Writer’s Prompt
Tonya West had always lived two lives.
By day, she was the flawless executive secretary—punctual, discreet, invisible in the way powerful men preferred. By night, curled up with a paperback thriller, she became someone else entirely: a shadowy investigator, a quiet whistleblower, a woman whose ordinary job placed her at the center of extraordinary danger.
On this particular Wednesday morning, Tonya arrived earlier than usual. The office was silent, the kind of silence that hummed. She slipped into Martin Benson’s office to prepare his coffee and tidy his desk. Benson had worked late—too late—and the evidence lay scattered in manila folders stamped CONFIDENTIAL.

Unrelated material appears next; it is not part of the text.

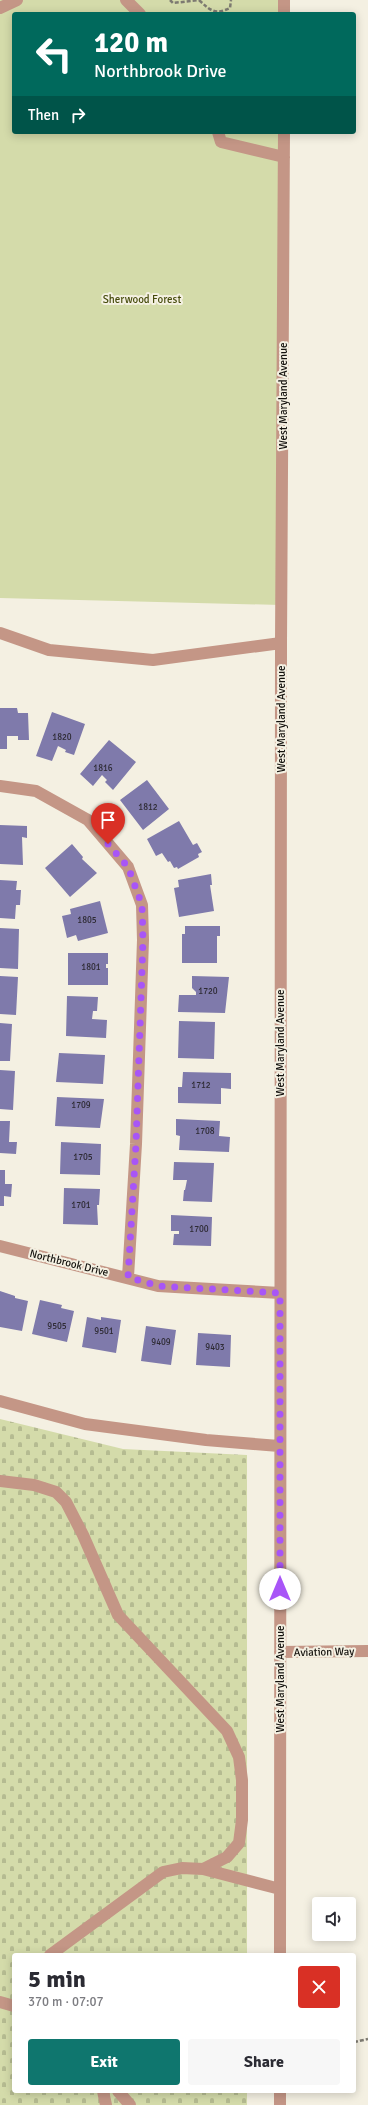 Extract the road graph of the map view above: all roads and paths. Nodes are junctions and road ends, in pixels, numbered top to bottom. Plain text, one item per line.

Tonya told herself she was only straightening the papers.
But curiosity has a gravity of its own.
She opened one file. Then another.
What she read froze her breath mid-inhale.
Shell companies. Wire transfers. Legal loopholes threaded together like a spider’s web. Names she recognized from headlines—Russian oligarchs quietly bypassing U.S. sanctions with Benson’s careful guidance. This wasn’t speculation. It was documented. Signed. Dated.
Her hands shook as she photographed every page, angling her phone just so, careful not to disturb the order. When she finished, she reconstructed the desk with obsessive precision. No fingerprints. No suspicion.
Back at her own desk, her pulse thundered in her ears.
The CIA? The FBI? The New York Times?
Every option felt both heroic and suicidal.
At exactly 9:02 a.m., Martin Benson walked in, loosened tie, tired eyes. Tonya stood, smiled, and spoke with the same calm professionalism she had perfected over years.
“Good morning, Mr. Benson. Your coffee is waiting for you.”
He nodded, unaware.
As he passed her desk, Tonya’s thoughts sharpened into something steady and dangerous.
You don’t know what lies ahead for you.
And for the first time, Tonya realized this wasn’t a fantasy anymore.
It was a decision.
Writer’s Question
If you were Tonya, who would you contact first—and what would stop you from doing it?